▶ **WHAT THE TASK ASKS**: Below are some records. Return exactly the lines from the one containing "Road topology of" through the one containing "Write the network", both included, and only those.

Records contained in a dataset
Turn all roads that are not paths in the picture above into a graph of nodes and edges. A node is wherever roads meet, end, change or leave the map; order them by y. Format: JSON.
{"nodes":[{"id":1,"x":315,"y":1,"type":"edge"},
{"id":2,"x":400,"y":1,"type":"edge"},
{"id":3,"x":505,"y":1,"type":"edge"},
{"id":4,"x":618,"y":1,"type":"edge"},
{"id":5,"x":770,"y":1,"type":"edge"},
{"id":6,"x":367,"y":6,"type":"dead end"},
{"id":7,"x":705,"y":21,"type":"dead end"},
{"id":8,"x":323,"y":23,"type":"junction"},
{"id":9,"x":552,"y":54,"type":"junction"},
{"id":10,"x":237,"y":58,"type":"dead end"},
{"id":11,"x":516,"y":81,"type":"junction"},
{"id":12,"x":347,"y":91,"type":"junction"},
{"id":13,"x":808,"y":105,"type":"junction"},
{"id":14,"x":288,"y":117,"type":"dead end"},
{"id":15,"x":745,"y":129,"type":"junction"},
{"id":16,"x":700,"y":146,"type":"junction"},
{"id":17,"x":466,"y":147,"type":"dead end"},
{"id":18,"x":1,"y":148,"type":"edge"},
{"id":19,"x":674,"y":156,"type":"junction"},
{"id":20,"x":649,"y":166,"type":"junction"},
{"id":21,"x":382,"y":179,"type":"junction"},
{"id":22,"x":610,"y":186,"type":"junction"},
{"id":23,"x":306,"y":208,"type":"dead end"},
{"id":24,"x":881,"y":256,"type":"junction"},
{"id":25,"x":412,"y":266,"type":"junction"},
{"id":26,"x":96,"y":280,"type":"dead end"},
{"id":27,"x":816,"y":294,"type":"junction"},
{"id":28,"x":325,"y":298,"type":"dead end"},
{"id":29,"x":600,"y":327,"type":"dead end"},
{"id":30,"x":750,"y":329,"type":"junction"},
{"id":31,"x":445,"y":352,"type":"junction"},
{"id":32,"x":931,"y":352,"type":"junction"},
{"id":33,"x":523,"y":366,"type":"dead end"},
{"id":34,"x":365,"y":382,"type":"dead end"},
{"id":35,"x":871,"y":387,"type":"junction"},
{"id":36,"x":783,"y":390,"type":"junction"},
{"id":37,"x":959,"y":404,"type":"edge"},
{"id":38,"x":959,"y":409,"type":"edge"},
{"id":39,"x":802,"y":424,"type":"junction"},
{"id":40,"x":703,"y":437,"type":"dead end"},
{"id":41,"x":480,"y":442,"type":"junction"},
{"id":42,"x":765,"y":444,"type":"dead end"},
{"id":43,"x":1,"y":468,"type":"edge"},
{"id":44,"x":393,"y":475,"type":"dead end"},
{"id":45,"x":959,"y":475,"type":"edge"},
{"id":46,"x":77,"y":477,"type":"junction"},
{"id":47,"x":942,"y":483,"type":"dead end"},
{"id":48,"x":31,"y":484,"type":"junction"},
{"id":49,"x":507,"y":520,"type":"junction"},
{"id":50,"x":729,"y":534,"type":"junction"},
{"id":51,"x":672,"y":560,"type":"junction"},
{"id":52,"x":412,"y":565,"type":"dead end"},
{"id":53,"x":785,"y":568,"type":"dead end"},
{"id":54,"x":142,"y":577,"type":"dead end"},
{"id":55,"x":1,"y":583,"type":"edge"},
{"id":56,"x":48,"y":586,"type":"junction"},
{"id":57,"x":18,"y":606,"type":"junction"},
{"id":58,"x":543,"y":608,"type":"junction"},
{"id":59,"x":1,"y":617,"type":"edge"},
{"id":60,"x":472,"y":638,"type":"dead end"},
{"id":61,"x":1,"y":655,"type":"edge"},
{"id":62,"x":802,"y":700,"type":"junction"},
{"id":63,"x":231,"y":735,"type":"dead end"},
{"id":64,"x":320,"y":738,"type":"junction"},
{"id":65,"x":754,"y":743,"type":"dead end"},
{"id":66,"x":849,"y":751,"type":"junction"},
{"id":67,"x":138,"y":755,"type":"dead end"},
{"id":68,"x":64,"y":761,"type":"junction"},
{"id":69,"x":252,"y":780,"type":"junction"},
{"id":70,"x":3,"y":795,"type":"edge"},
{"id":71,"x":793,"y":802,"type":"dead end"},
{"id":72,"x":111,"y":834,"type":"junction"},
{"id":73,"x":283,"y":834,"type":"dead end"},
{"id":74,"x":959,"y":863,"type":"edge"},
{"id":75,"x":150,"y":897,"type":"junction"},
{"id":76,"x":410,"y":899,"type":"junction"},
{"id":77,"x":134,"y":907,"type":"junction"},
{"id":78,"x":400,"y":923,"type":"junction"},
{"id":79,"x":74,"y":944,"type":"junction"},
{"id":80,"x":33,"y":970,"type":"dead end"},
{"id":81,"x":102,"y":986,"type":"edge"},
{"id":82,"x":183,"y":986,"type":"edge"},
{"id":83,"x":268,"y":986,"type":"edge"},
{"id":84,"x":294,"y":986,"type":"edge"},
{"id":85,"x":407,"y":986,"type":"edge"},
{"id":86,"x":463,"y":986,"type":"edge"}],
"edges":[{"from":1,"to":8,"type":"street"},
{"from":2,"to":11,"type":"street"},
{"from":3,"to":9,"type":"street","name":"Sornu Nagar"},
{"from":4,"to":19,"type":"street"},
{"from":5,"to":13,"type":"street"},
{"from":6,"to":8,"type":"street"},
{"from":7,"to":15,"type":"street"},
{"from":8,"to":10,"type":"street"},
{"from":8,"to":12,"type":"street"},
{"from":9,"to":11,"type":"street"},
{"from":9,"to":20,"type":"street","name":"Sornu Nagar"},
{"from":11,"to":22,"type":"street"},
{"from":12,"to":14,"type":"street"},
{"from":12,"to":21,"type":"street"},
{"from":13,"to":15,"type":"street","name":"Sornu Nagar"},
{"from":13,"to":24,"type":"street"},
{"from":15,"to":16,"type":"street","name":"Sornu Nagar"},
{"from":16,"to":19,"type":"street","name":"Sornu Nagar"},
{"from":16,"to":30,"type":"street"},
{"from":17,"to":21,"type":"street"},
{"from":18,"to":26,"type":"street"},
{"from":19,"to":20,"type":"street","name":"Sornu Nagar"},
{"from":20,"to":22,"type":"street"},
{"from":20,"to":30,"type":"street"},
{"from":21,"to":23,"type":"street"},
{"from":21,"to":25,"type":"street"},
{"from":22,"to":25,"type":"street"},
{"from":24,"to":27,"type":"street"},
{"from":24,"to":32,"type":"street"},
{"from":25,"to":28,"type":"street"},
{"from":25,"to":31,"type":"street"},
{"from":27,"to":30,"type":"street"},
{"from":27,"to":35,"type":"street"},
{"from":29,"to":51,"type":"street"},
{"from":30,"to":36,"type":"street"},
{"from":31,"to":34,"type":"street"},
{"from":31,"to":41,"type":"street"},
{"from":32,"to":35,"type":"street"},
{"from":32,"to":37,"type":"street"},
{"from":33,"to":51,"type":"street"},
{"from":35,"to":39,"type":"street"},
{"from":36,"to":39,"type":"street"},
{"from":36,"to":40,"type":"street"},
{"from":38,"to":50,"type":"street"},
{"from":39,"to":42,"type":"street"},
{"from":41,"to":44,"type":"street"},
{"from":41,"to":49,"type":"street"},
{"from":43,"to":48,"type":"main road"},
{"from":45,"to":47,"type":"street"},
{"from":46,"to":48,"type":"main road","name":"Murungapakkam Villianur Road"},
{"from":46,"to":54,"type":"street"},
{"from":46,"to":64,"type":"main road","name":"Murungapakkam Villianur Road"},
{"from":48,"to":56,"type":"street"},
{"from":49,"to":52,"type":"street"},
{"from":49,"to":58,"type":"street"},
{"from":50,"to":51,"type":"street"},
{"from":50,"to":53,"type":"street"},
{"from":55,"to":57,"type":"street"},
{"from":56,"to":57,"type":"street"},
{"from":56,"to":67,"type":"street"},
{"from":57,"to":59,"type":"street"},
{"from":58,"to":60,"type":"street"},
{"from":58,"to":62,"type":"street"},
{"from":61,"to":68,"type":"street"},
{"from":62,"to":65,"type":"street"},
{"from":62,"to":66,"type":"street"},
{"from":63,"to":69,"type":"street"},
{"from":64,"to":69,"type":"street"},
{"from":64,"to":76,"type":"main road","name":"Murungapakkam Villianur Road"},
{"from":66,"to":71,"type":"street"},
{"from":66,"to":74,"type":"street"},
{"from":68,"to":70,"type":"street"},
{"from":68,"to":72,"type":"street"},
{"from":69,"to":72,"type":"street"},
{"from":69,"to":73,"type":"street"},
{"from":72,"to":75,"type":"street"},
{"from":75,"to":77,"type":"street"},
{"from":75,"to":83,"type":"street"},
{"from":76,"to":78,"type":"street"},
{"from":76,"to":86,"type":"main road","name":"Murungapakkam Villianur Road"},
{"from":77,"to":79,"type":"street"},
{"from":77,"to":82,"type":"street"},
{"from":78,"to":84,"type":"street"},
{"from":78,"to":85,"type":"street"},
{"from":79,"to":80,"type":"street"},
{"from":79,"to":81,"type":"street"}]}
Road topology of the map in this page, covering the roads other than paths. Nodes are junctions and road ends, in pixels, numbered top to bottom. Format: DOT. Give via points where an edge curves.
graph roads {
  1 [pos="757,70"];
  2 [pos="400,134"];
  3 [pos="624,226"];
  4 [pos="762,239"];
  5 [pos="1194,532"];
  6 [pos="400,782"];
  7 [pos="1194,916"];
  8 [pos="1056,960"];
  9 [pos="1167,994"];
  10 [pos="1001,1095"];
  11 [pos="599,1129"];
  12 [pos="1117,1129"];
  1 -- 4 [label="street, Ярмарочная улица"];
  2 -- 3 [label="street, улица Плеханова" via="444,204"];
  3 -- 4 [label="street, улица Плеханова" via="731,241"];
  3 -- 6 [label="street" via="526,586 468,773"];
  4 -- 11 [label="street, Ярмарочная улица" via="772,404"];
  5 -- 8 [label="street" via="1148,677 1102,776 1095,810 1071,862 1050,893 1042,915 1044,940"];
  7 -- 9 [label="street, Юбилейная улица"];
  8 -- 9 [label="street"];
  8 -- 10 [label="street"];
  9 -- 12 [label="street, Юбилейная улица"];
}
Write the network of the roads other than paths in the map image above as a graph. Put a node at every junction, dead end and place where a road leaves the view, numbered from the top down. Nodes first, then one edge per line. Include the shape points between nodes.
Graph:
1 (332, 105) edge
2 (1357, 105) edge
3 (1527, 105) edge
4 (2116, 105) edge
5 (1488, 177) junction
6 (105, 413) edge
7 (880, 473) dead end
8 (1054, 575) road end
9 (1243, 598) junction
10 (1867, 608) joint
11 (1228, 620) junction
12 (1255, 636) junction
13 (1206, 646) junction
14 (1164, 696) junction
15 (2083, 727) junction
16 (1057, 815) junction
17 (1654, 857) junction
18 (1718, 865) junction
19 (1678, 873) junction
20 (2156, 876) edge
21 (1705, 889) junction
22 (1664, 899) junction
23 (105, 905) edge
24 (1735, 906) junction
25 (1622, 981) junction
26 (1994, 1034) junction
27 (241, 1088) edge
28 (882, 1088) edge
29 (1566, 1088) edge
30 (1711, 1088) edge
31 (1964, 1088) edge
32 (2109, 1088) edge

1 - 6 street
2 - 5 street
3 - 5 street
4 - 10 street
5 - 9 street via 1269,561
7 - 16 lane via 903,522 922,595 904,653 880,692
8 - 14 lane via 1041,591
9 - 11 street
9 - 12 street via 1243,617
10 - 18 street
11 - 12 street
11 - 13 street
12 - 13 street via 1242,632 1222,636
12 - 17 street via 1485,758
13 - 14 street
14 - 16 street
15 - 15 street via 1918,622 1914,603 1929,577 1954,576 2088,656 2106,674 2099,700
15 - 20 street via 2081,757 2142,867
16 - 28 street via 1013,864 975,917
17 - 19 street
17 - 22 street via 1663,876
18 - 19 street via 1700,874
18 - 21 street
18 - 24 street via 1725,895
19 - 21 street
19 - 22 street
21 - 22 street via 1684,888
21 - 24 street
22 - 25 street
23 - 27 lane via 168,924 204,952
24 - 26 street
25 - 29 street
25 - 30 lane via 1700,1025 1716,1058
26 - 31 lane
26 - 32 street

▶ **OUTPUT FOR THIS TASK**:
Road topology of the map in this page, covering the roads other than paths. Nodes are junctions and road ends, in pixels, numbered top to bottom. Format: DOT. Give via points where an edge curves.
graph roads {
  1 [pos="757,70"];
  2 [pos="400,134"];
  3 [pos="624,226"];
  4 [pos="762,239"];
  5 [pos="1194,532"];
  6 [pos="400,782"];
  7 [pos="1194,916"];
  8 [pos="1056,960"];
  9 [pos="1167,994"];
  10 [pos="1001,1095"];
  11 [pos="599,1129"];
  12 [pos="1117,1129"];
  1 -- 4 [label="street, Ярмарочная улица"];
  2 -- 3 [label="street, улица Плеханова" via="444,204"];
  3 -- 4 [label="street, улица Плеханова" via="731,241"];
  3 -- 6 [label="street" via="526,586 468,773"];
  4 -- 11 [label="street, Ярмарочная улица" via="772,404"];
  5 -- 8 [label="street" via="1148,677 1102,776 1095,810 1071,862 1050,893 1042,915 1044,940"];
  7 -- 9 [label="street, Юбилейная улица"];
  8 -- 9 [label="street"];
  8 -- 10 [label="street"];
  9 -- 12 [label="street, Юбилейная улица"];
}
Write the network of the roads other than paths in the map image above as a graph. Put a node at every junction, dead end and place where a road leaves the view, numbered from the top down. Nodes first, then one edge per line. Include the shape points between nodes.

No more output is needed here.